Click the link to go to the US Drought Monitor website. Here’s an excerpt:

This Week’s Drought Summary

Most precipitation across the contiguous United States fell in association with a large, impactful storm system that affected a broad area from the southernmost Rockies and the southern Plains eastward across a large part of the Mississippi and Ohio Valleys, the Southeast, and the Eastern Seaboard. Winter storm warnings at one point covered about one million square miles. Heavy to excessive amounts of snow, sleet, and freezing rain were widespread throughout the region. Numerous locations across Pennsylvania, New York, and New England recorded 1 to 2 feet of snow or snow and sleet. Elsewhere, totals reached as high as 17 inches in Ohio and West Virginia; 15 inches in Oklahoma, Missouri, Illinois, and Indiana; and 1 foot in Arkansas, Kentucky, Maryland, and Delaware. Intense sleet fell farther south, overlapping the southern sections of the heavy snow area. Sleet totals topped out near 7 inches in Arkansas, Louisiana, and North Carolina; near or slightly over 6 inches fell on scattered sites across Oklahoma, Texas, Louisiana, Mississippi, Tennessee, and Maryland; and localized amounts reached 4 inches in Texas, South Carolina, North Carolina, West Virginia, and Virginia. Freezing rain fell in abundance across portions of the South, and in some areas that experienced a changeover from sleet. States with at least one site reporting 1 inch thick ice accumulation included Oklahoma, Louisiana, Mississippi, Alabama, and South Carolina while peak amounts of 0.7 to 0.8 inch were reported in Texas, Kentucky, Tennessee, Georgia, Virginia, and West Virginia. Widespread power outages and tree damage was reported in many locations that received heavy freezing rain. Liquid-equivalent precipitation totals associated with this system exceeded an inch in parts of the southernmost Rockies, in a band from eastern Texas and western Arkansas eastward through Alabama, most of Tennessee and Kentucky, the central and northern Virginias, Maryland, Delaware, New Jersey, and in scattered locations across adjacent areas, including the Northeast. Scattered areas across the southern tier of the Lower-48 recorded over 3 inches of precipitation, including central Texas, southern Louisiana and adjacent Texas, and a fairly solid band from northeastern Texas through northern Louisiana, northern Mississippi, and northwestern Alabama. Up to 10 inches fell on one patch in southwestern Louisiana, and localized amounts exceeded 4 inches in northern Mississippi and a few other scattered areas.

However, despite the extensive coverage of impactful precipitation, the storm has not yet brought about broad areas of drought relief.
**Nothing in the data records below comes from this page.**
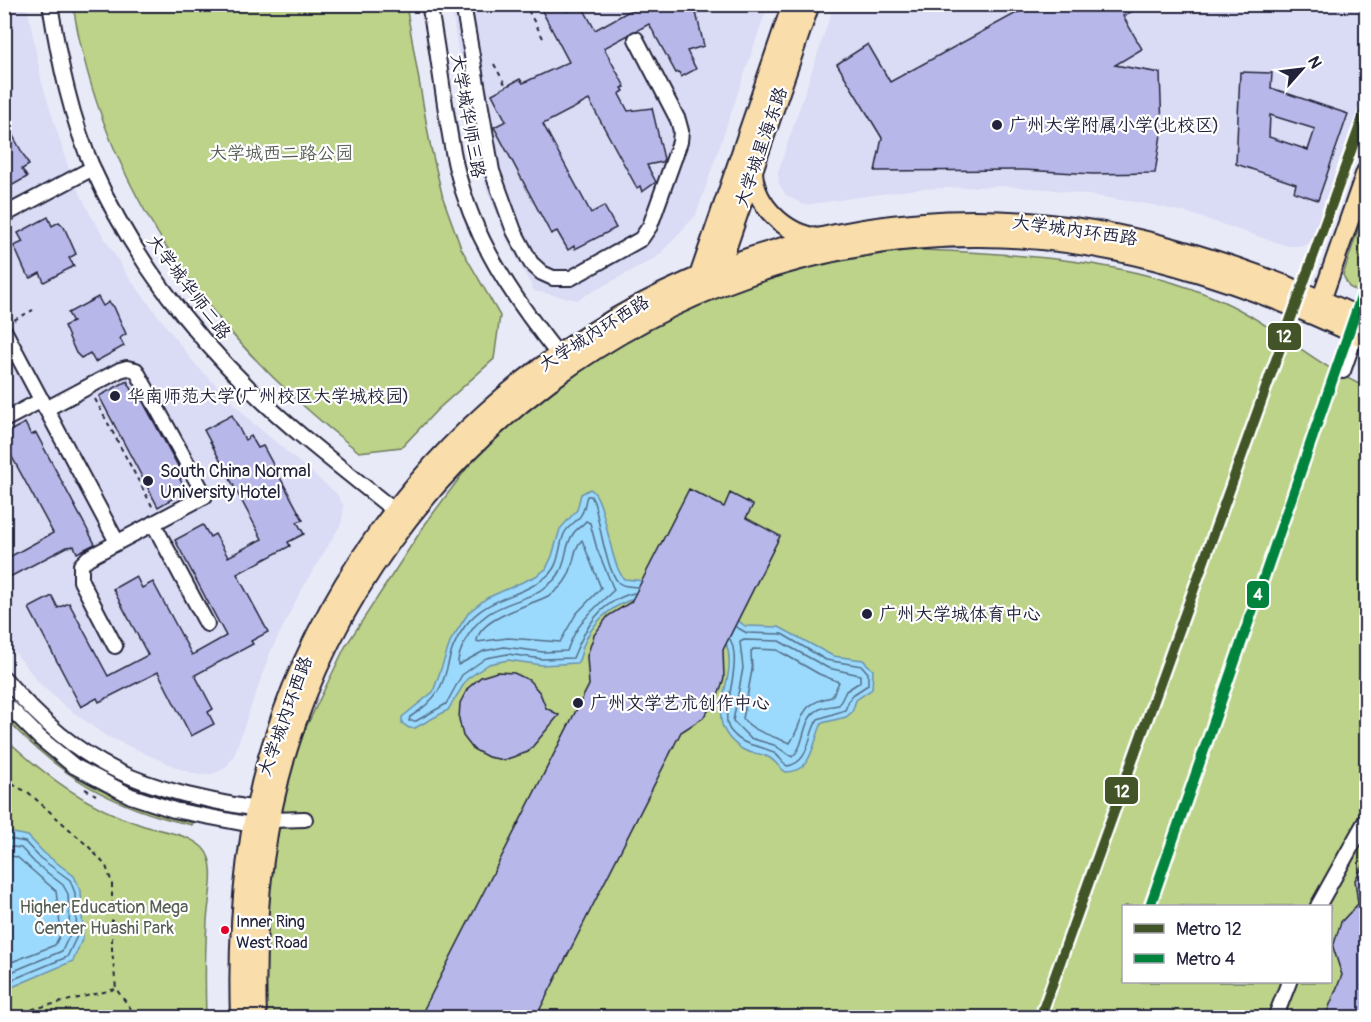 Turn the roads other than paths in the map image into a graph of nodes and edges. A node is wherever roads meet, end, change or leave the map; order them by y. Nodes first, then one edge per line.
1 (50, 4) edge
2 (429, 4) edge
3 (463, 4) edge
4 (792, 4) edge
5 (810, 4) edge
6 (636, 39) dead end
7 (93, 168) junction
8 (753, 172) junction
9 (1366, 172) edge
10 (4, 215) edge
11 (820, 238) junction
12 (720, 268) junction
13 (706, 282) junction
14 (1318, 307) junction
15 (9, 325) edge
16 (1363, 328) edge
17 (557, 353) junction
18 (1343, 371) dead end
19 (44, 404) junction
20 (4, 420) edge
21 (400, 515) junction
22 (157, 522) junction
23 (117, 542) junction
24 (207, 624) dead end
25 (115, 646) dead end
26 (4, 678) edge
27 (4, 702) edge
28 (254, 817) junction
29 (305, 819) dead end
30 (271, 820) junction
31 (1366, 820) edge
32 (1319, 905) edge
33 (1288, 983) edge
34 (240, 1017) edge
35 (257, 1017) edge
36 (1275, 1017) edge

1 - 7 street, 大学城华师二路
2 - 17 street, 大学城华师三路
3 - 6 street
4 - 13 main road, 大学城星海东路
5 - 8 main road, 大学城星海东路
7 - 10 street
7 - 21 street, 大学城华师二路
8 - 11 main road
8 - 12 main road, 大学城星海东路
9 - 14 main road
11 - 12 main road, 大学城内环西路
11 - 14 main road, 大学城内环西路
12 - 13 main road, 大学城内环西路
13 - 14 main road, 大学城内环西路
13 - 17 main road, 大学城内环西路
13 - 21 main road, 大学城内环西路
14 - 16 main road, 大学城内环西路
15 - 19 street
16 - 18 street
17 - 21 main road, 大学城内环西路
19 - 20 street
19 - 22 street
19 - 23 street
21 - 28 main road, 大学城内环西路
21 - 30 main road, 大学城内环西路
22 - 23 street
22 - 24 street
23 - 25 street
26 - 28 street
27 - 28 street
28 - 30 street
28 - 34 main road, 大学城内环西路
29 - 30 street
30 - 35 main road, 大学城内环西路
31 - 32 street
33 - 36 street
Improvements were made where some of the heaviest liquid-equivalent precipitation fell, including a few places where it fell in frozen form. However, Arctic air has settled into the eastern states in the wake of the storm, and in many if not most areas, the water that could eventually help ease drought conditions was locked up in accumulated frozen precipitation, and can’t provide tangible improvements to drought impacts until it has melted. In the South, this may be only a matter of a few days, and relief was depicted more quickly there than farther north, especially in the northern tier of the East where temperatures may remain below freezing for extended periods of time.

Along the northwestern and southeastern edges of the winter storm, light to moderate precipitation was recorded, with totals ranging from a few tenths to nearly an inch over the western half of Texas and from much of Oklahoma northeastward through most of Missouri, Illinois, Michigan, Indiana, Ohio and the upper reaches of the Northeast. Similar amounts were noted to the south of the heaviest precipitation, generally across portions of the Carolinas, southeastern Georgia, Florida, and the immediate central Gulf Coast.

In other parts of the Lower-48, very little if any precipitation was recorded. The single widespread and extremely impactful winter storm was responsible for almost all of the precipitation observed this week…

High Plains

Most of the High Plains Region was dry last week, with an amounts of a few tenths to approaching one inch fell on much of central and eastern Kansas and on scattered higher elevations in Colorado and Wyoming. Otherwise, little or nothing fell. The Region – outside the higher elevations – is climatologically cold and dry, so precipitation deficits increase very slowly, and demand is lower this time of year. Dryness and drought was essentially unchanged in most of the High Plains Region, with some scattered deterioration introduced in parts of western Colorado (to D1 or D2). Drought intensification was also introduced around the Black Hills and adjacent western South Dakota (to D0 or D1), where snowpack is deficient and slowly declining…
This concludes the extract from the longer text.